*WHAT TO PRODUCE*.
Please work out how many lines in the records below include the word "Domingos", and reply with that number only.

*GIVEN DATA*.
_ _ _

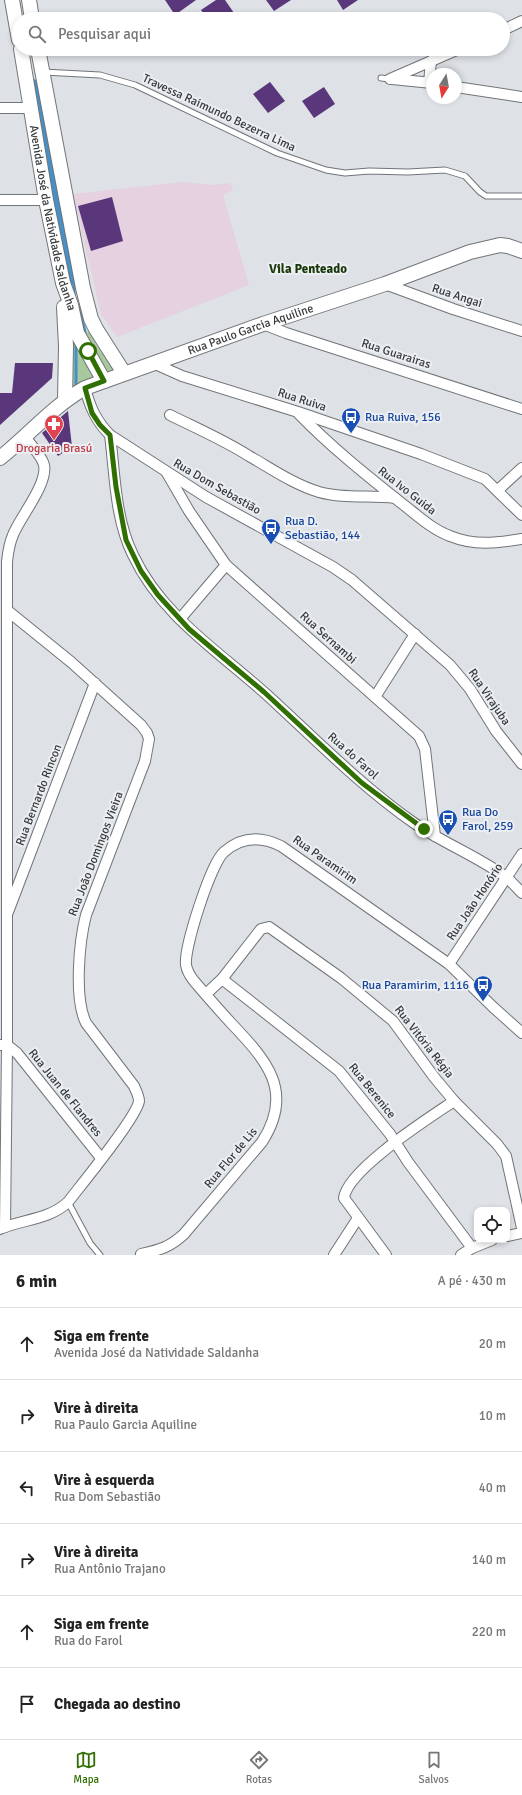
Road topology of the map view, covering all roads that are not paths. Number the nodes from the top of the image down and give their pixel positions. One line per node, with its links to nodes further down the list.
1 (12, 0): 3 (street)
2 (29, 0): 4 (street)
3 (14, 12)
4 (31, 12)
5 (522, 21): 6 (street)
6 (510, 27)
7 (22, 56): 17 (street, Avenida José da Natividade Saldanha)
8 (39, 56): 12 (street, Avenida José da Natividade Saldanha)
9 (443, 56): 10 (street)
10 (432, 61): 11 (street); 13 (street)
11 (431, 68)
12 (42, 72): 18 (lane, Travessa Raimundo Bezerra Lima); 27 (street, Avenida José da Natividade Saldanha)
13 (426, 83)
14 (462, 88): 15 (street)
15 (522, 97)
16 (0, 108): 17 (street)
17 (31, 108): 20 (street, Avenida José da Natividade Saldanha)
18 (522, 196)
19 (0, 200): 20 (street)
20 (46, 200): 22 (street, Avenida José da Natividade Saldanha)
21 (522, 251): 23 (street, Rua Paulo Garcia Aquiline)
22 (63, 283): 28 (street, Avenida José da Natividade Saldanha); 30 (street)
23 (385, 284): 24 (street, Rua Paulo Garcia Aquiline); 25 (street, Rua Angai)
24 (263, 324): 26 (street, Rua Paulo Garcia Aquiline); 31 (street, Rua Guarairas)
25 (522, 331)
26 (153, 363): 27 (street, Rua Paulo Garcia Aquiline); 32 (street, Rua Ruiva)
27 (124, 373): 28 (street, Rua Paulo Garcia Aquiline)
28 (104, 381): 29 (street, Rua Paulo Garcia Aquiline)
29 (85, 388): 30 (street, Rua Paulo Garcia Aquiline); 34 (street, Rua Dom Sebastião)
30 (65, 400): 35 (street, Rua Paulo Garcia Aquiline)
31 (522, 409)
32 (298, 412): 39 (street, Rua Ruiva); 40 (street, Rua Ivo Guida)
33 (170, 415): 40 (street)
34 (110, 435): 38 (street, Rua Dom Sebastião); 45 (street, Rua do Farol)
35 (25, 437): 36 (street, Rua Paulo Garcia Aquiline); 44 (street)
36 (0, 458)
37 (522, 468): 39 (street)
38 (166, 472): 43 (street, Rua Sernambi); 46 (street, Rua Dom Sebastião)
39 (498, 490): 41 (street, Rua Ruiva)
40 (395, 498): 42 (street, Rua Ivo Guida)
41 (522, 515)
42 (522, 539)
43 (226, 565): 45 (street); 49 (street, Rua Sernambi)
44 (8, 610): 48 (street, Rua João Domingos Vieira); 55 (street)
45 (180, 619): 51 (street, Rua do Farol)
46 (415, 634): 47 (street, Rua Dom Sebastião); 49 (street)
47 (450, 664): 50 (street, Rua Virajuba)
48 (95, 683): 55 (street, Rua Bernardo Rincon); 63 (street, Rua João Domingos Vieira)
49 (375, 697): 51 (street, Rua Sernambi)
50 (522, 764)
51 (435, 836): 53 (street, Rua do Farol)
52 (522, 854): 53 (street, Rua João Honório)
53 (506, 878): 54 (street, Rua do Farol); 56 (street, Rua João Honório)
54 (522, 893)
55 (7, 915): 60 (street)
56 (449, 964): 58 (street, Rua Paramirim); 59 (street, Rua Paramirim)
57 (222, 979): 58 (street, Rua Vitória Régia); 61 (street, Rua Vitória Régia); 62 (street, Rua Berenice)
58 (206, 994): 72 (street, Rua Flor de Lis)
59 (522, 1033)
60 (4, 1045): 63 (street, Rua Juan de Flandres); 66 (street)
61 (454, 1100): 62 (street); 67 (street, Rua Vitória Régia)
62 (394, 1142): 65 (street); 71 (street, Rua Berenice)
63 (101, 1158): 64 (street, Rua João Domingos Vieira)
64 (68, 1202): 66 (street, Rua João Domingos Vieira); 73 (lane)
65 (358, 1218): 74 (street); 75 (street)
66 (2, 1228)
67 (522, 1228)
68 (522, 1233): 69 (street)
69 (510, 1235)
70 (484, 1243): 71 (street)
71 (472, 1248): 76 (street)
72 (141, 1254)
73 (100, 1255)
74 (334, 1255)
75 (386, 1255)
76 (461, 1255)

_ _ _

*COMPLETED EXERCISE*.
4